Outre le Mali, l’UE cherche à négocier des accords de renforcement de la coopération économique en échange du retour des migrants avec l’Ethiopie, le Niger, le Nigeria et le Sénégal.
Le gouvernement malien est donc catégorique « aucun accord n’a été signé avec l’Union européenne pour le retour des migrants maliens » . Selon le Ministre des Affaires Étrangères, le communiqué conjoint signé avec son homologue néerlandais à l’issue de sa visite n’a pas la « valeur juridique d’un accord »
Abdoulaye Diop au micro de Awa Berthé.
« S’agissant de l’objet de la visite de Bert Koenders en particulier, déjà l’objet de cette visite n’était pas de venir signer un accord à Bamako. Et c’est à l’issue du déjeuner qu’un communiqué a été signé. Ce communiqué n’a pas de valeur juridique d’un accord et ne peut pas être considéré comme un accord. Je le dis, je le répète aucun accord n’a été signé avec l’Union européenne. Ni accord de réadmission, ni accord de refoulement, ni aucun permettant à une partie, à un pays, ou à une institution de pouvoir refouler nos compatriotes et que je rejette au nom du gouvernement du Mali de façon absolument catégorique toute allégation tendant à faire croire que le Mali a signé un accord de réadmission avec l’Union européenne ».
La représentation de l’Union européenne au Mali n’a pas souhaité commenter cette polémique dont elle déclare ne pas être à l’origine. Du côté de l’ambassade des Pays-Bas, là aussi pas de réaction non plus malgré nos sollicitations.
La polémique relative à la signature d’un accord avec l’UE pourrait s’expliquer selon des observateurs à cause d’une mauvaise interprétation du ministre des affaires étrangères des Pays-Bas du communiqué conjoint signé avec son homologue malien. Pour l’universitaire Clément Dembélé cette polémique est également liée à une tension sociale dans le pays.
Clément Dembélé Professeur à l’Université de Paris Sorbonne et de Bamako joint par Sékou Gadjigo.
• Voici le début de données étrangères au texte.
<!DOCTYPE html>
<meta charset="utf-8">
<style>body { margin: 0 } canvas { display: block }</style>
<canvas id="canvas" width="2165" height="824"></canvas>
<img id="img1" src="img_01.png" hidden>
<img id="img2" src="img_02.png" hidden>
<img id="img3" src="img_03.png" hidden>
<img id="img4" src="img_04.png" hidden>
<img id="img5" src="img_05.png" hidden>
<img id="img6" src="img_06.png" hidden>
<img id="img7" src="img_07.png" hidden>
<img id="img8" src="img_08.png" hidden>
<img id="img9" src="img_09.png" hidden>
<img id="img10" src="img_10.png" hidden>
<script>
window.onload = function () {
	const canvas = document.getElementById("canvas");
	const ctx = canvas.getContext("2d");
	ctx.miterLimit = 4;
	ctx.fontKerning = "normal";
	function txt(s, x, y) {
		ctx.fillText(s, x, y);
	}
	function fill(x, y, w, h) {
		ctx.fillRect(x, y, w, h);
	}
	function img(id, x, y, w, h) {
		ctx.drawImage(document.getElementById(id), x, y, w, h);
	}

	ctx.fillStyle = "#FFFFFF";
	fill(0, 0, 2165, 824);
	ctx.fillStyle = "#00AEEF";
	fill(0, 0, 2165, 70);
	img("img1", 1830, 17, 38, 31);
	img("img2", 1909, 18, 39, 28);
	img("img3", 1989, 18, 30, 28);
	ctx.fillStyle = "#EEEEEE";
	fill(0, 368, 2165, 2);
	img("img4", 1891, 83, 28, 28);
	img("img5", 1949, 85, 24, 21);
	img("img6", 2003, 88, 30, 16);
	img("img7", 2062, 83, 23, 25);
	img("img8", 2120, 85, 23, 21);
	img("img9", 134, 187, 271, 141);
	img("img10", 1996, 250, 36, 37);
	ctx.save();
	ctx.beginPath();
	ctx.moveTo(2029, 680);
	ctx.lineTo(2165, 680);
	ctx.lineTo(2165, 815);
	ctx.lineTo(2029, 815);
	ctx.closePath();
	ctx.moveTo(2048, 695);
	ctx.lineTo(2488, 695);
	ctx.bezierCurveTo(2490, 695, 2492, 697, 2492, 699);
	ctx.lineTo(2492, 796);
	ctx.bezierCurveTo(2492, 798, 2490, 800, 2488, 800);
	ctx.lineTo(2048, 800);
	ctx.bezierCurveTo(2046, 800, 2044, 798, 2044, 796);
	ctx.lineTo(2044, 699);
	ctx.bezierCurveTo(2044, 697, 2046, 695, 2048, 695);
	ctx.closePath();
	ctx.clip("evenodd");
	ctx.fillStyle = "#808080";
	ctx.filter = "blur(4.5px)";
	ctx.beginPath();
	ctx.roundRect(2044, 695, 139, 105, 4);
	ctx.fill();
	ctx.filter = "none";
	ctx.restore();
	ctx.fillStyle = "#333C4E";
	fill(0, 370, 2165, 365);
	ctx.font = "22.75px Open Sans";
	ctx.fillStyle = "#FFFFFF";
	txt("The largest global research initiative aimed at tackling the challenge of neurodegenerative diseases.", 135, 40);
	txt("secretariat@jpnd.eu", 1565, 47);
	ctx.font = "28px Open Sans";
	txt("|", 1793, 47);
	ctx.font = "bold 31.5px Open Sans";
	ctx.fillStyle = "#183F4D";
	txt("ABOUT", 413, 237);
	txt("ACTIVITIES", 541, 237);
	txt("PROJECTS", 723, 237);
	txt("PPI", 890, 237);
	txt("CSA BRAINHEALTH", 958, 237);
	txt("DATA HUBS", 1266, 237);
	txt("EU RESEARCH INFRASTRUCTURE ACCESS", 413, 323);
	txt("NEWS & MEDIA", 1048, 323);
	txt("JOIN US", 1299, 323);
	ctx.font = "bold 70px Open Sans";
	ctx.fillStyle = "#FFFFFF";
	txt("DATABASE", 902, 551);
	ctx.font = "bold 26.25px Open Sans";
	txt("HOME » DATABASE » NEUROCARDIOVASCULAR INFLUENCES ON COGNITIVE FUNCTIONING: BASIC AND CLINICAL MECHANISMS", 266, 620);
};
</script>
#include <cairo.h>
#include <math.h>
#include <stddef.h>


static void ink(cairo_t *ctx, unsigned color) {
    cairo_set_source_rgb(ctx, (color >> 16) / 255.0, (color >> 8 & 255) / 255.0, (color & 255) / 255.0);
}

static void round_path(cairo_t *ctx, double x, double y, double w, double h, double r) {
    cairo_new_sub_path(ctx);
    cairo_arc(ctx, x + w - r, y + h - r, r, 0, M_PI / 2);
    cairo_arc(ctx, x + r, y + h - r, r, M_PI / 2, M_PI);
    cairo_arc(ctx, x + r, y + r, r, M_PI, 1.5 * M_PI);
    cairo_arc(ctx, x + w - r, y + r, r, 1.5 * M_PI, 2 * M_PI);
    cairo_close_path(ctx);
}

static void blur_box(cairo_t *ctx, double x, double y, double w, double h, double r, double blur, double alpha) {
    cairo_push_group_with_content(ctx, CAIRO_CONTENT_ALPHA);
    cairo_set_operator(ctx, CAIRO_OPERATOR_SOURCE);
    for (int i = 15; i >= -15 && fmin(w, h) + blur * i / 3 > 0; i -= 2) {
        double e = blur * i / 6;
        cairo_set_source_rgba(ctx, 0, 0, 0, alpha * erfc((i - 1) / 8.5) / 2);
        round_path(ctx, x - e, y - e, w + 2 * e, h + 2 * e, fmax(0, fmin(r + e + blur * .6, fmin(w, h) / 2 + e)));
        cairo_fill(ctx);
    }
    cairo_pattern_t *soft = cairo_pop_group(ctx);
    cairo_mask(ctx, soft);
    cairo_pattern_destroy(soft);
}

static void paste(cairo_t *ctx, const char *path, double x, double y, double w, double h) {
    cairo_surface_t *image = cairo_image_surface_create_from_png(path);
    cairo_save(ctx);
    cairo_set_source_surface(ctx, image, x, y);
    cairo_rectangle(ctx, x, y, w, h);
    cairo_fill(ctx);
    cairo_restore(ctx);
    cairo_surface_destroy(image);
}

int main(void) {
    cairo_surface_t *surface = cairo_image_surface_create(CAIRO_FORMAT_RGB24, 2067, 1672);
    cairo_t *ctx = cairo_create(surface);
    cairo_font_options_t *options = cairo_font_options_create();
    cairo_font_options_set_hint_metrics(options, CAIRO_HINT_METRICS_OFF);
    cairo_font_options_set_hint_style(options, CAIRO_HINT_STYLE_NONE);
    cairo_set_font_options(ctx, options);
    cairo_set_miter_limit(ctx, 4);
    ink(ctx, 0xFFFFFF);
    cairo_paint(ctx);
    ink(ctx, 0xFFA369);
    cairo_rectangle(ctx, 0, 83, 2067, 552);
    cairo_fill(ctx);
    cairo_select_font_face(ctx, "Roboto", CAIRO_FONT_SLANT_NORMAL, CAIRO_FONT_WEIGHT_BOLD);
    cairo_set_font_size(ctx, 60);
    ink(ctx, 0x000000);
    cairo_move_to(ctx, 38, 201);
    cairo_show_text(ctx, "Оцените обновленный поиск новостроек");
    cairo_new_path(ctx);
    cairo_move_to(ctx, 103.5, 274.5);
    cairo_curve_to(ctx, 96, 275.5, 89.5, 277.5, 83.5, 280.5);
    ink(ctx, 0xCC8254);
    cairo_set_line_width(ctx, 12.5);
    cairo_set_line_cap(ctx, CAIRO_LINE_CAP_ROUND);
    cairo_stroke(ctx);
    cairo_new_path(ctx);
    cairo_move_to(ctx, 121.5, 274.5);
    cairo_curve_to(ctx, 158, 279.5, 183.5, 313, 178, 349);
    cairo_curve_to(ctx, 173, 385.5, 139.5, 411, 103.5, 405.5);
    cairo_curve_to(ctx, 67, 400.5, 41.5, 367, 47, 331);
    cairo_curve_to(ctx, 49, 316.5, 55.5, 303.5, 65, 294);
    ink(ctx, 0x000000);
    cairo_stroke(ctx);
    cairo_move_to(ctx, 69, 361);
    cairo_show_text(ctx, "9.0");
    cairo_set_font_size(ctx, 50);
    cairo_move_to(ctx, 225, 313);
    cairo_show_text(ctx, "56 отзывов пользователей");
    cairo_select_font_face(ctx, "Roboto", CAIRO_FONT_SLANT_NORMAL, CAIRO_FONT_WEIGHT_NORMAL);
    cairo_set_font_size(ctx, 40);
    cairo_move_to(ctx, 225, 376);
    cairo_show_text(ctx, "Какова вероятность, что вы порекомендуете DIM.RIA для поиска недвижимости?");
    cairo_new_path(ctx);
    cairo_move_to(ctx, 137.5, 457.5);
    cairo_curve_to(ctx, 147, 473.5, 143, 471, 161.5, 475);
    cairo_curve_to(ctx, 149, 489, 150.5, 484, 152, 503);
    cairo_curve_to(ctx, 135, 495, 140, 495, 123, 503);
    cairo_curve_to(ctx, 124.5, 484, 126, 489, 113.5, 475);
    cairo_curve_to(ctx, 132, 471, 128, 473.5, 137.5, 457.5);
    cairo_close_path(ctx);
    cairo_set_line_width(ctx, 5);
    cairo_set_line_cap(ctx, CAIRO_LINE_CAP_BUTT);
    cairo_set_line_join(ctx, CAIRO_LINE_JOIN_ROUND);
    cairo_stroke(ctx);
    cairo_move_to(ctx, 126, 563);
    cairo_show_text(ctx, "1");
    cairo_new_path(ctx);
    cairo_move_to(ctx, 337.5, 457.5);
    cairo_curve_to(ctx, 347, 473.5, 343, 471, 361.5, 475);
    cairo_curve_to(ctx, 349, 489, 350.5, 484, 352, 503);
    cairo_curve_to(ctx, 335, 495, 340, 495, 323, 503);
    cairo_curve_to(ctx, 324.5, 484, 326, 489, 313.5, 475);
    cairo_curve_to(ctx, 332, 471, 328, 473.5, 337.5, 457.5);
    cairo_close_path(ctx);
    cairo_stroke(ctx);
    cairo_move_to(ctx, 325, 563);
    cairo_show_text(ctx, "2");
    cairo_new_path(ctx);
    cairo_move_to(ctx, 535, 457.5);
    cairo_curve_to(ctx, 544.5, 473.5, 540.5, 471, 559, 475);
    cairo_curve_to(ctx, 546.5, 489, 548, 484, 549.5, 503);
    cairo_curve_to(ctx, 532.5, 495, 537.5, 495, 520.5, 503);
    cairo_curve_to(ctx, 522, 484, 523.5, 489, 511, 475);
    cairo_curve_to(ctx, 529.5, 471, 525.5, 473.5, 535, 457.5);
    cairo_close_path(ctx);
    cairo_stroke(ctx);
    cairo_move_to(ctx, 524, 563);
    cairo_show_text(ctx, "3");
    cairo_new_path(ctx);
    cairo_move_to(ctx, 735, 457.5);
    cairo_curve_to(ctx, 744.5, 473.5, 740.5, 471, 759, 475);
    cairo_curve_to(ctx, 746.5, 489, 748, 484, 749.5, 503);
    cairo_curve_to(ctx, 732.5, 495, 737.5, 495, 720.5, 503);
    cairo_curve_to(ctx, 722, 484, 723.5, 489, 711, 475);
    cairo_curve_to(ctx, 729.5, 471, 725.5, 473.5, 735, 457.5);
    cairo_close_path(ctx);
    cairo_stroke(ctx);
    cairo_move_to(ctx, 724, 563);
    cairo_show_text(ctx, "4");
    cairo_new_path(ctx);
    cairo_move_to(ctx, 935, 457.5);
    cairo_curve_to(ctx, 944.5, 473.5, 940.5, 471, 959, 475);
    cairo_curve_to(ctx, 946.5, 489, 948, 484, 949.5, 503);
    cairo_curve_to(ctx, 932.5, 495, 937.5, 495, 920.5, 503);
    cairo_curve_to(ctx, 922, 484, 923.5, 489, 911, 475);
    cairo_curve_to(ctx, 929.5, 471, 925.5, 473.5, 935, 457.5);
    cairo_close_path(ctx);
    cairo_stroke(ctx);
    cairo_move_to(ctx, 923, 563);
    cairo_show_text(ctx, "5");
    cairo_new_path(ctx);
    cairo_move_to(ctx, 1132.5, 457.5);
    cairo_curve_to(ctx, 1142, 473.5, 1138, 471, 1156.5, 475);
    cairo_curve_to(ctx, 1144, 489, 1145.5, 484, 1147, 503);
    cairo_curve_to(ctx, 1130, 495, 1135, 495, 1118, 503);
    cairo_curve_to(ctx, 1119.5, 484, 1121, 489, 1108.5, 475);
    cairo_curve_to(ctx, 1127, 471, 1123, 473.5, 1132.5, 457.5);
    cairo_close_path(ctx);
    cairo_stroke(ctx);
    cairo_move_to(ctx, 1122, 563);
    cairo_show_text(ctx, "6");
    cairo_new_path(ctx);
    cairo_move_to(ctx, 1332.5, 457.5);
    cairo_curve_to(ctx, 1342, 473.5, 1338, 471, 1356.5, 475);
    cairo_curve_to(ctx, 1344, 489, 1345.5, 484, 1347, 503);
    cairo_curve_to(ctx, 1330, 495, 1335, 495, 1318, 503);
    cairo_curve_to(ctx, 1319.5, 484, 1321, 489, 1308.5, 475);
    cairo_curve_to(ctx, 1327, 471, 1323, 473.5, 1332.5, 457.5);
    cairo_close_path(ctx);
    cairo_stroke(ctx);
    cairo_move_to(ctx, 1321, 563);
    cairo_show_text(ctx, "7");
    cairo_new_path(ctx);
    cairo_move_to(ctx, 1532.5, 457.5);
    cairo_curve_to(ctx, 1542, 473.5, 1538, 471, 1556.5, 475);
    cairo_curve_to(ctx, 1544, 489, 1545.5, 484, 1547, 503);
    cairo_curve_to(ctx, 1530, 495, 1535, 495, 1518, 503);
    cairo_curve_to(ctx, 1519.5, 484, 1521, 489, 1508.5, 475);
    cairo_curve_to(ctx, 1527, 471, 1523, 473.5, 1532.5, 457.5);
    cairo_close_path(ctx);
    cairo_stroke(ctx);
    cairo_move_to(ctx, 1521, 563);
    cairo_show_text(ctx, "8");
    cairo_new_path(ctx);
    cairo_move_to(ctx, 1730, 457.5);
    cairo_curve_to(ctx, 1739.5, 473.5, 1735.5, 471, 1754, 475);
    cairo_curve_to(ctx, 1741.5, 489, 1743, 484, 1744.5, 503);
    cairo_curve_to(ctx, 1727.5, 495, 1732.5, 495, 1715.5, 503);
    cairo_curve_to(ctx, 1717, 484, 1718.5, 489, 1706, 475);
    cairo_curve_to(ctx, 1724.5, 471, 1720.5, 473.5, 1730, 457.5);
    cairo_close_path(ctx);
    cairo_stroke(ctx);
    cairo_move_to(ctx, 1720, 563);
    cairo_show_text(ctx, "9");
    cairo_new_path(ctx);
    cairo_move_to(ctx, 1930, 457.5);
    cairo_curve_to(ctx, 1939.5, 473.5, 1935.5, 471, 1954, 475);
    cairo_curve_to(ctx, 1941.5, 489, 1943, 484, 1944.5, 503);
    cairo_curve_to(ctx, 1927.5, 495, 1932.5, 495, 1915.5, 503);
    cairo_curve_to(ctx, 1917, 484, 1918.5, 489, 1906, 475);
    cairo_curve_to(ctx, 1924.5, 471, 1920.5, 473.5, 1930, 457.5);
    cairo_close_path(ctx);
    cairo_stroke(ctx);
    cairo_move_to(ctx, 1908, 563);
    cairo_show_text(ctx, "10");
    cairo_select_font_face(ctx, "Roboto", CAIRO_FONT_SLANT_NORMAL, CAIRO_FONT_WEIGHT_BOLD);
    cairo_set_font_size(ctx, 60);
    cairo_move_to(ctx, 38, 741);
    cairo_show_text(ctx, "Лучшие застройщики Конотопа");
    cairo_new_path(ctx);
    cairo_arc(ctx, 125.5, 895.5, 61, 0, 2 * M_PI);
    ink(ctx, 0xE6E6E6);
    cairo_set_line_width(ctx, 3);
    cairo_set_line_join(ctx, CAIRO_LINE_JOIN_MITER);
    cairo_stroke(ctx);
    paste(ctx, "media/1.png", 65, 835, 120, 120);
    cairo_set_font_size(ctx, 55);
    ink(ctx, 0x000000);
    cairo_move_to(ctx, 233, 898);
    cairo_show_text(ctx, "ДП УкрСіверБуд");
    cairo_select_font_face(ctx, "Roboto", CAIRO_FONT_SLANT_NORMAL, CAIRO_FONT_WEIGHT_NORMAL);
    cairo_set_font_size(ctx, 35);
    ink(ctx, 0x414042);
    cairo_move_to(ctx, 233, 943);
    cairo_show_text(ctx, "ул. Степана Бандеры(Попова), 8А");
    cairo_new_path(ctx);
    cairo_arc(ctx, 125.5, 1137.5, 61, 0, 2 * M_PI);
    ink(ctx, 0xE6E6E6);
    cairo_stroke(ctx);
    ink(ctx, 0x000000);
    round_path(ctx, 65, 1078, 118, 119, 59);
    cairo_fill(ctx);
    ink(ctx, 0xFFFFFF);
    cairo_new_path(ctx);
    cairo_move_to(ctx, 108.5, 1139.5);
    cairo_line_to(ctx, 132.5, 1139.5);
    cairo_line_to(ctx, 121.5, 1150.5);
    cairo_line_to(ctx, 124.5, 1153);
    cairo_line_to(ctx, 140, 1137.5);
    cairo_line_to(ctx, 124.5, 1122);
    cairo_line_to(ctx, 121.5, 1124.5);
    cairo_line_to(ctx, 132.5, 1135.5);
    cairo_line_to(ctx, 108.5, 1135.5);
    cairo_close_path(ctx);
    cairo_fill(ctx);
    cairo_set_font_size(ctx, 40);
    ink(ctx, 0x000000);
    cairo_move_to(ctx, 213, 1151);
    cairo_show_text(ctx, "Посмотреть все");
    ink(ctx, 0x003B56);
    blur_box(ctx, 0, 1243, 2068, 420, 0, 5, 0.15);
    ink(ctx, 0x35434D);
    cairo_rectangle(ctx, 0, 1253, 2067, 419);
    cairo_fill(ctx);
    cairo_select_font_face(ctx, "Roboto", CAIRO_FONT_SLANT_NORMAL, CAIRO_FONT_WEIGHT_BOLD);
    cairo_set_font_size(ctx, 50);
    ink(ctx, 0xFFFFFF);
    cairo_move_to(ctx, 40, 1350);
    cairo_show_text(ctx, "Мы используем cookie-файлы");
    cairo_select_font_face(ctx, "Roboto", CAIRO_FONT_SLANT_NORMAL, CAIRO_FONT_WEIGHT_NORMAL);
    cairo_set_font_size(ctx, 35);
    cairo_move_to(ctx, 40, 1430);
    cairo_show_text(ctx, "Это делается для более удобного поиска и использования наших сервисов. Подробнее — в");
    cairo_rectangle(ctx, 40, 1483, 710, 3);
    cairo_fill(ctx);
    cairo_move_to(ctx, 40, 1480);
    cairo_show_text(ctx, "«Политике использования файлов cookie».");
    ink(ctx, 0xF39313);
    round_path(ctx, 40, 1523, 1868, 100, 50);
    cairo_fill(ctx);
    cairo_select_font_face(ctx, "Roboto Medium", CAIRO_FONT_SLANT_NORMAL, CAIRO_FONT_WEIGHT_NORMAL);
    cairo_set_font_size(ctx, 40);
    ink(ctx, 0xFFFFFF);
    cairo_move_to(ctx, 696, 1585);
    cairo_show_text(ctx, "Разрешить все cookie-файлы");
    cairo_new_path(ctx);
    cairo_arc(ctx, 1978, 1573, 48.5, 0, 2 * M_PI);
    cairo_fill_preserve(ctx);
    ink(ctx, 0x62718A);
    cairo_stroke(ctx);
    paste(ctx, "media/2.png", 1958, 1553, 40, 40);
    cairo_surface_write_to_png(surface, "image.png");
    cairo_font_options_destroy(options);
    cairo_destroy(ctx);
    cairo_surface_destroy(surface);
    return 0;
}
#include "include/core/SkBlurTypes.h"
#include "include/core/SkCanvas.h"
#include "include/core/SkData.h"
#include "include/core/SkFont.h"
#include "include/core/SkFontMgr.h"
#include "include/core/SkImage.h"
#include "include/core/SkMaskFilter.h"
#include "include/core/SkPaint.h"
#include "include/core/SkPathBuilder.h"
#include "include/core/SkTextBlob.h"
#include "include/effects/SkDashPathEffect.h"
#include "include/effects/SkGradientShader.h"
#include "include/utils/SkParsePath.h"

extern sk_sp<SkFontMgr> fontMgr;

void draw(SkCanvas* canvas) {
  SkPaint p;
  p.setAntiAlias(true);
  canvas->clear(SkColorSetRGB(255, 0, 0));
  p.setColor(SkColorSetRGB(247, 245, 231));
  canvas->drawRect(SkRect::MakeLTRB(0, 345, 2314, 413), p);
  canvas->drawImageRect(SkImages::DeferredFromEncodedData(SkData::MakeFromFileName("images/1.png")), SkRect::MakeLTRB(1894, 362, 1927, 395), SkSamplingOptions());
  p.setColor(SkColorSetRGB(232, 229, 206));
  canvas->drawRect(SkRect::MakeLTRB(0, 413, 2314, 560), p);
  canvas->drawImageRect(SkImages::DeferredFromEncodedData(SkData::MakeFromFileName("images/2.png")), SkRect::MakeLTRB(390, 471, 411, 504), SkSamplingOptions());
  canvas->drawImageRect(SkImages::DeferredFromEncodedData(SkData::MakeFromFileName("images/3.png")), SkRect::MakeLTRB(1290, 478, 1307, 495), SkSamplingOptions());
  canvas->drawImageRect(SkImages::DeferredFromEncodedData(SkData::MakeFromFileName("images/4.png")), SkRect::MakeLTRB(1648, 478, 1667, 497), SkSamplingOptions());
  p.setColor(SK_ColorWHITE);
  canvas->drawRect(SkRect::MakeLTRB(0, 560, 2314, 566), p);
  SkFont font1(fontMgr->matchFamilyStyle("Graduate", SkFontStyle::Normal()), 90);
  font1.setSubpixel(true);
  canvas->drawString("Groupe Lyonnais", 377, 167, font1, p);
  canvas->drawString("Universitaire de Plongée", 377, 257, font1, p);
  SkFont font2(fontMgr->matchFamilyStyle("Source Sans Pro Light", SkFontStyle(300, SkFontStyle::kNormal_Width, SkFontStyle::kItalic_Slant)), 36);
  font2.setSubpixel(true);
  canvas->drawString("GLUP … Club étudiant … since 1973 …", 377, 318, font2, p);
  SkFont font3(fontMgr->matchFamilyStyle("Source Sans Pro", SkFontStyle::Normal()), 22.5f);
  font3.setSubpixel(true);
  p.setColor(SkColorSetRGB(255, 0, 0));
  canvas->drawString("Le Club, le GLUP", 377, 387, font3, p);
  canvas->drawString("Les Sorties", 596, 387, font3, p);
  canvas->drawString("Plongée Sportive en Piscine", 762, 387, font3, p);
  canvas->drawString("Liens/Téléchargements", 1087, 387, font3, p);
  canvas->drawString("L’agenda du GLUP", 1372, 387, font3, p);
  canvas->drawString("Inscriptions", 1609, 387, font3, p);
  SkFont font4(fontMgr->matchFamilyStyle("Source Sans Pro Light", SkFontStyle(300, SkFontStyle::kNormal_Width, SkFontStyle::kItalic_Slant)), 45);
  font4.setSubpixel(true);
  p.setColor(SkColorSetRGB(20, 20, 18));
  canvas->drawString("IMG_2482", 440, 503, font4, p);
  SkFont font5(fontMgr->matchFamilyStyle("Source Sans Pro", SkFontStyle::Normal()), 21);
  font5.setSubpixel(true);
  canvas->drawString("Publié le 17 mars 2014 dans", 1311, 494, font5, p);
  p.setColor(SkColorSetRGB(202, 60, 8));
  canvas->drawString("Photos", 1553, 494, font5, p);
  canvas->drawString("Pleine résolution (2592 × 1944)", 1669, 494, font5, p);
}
« La diplomatie est exposée à ce qu’on peut appeler en sciences politiques l’effet de quiproquo, c’est-à-dire qu’il y a parfois des déclarations qui peuvent être sujettes à un certain nombre d’interprétations. Nous ne pouvons pas dire aujourd’hui que cet accord a été signé pour trois raisons. La première raison, c’est que nos autorités, quoiqu’il en soit, qui sont quand-même nos représentants, nous disent qu’ils n’ont pas signé et certains demandent depuis quelques jours qu’ils prouvent qu’ils n’ont pas signé. On ne peut pas prouver quelque chose qu’on a pas commise, c’est pas possible. La deuxième chose c’est que le ministre néerlandais qui a fait sa déclaration parle de pourparlers à la place d’un accord. Alors moi j’ai la chance d’avoir des contacts d’un député européen que j’ai pu joindre et qui m’a confirmé que l’accord n’a pas été signé. La troisième chose qu’il faut dire c’est que cette polémique est liée à une tension sociale interne ici. Ça veut dire quelque part que les autorités doivent réviser leur façon de faire, leurs stratégies de relations communicationnelles. Ça montre aussi que le peuple malien ne veut plus se laisser faire ».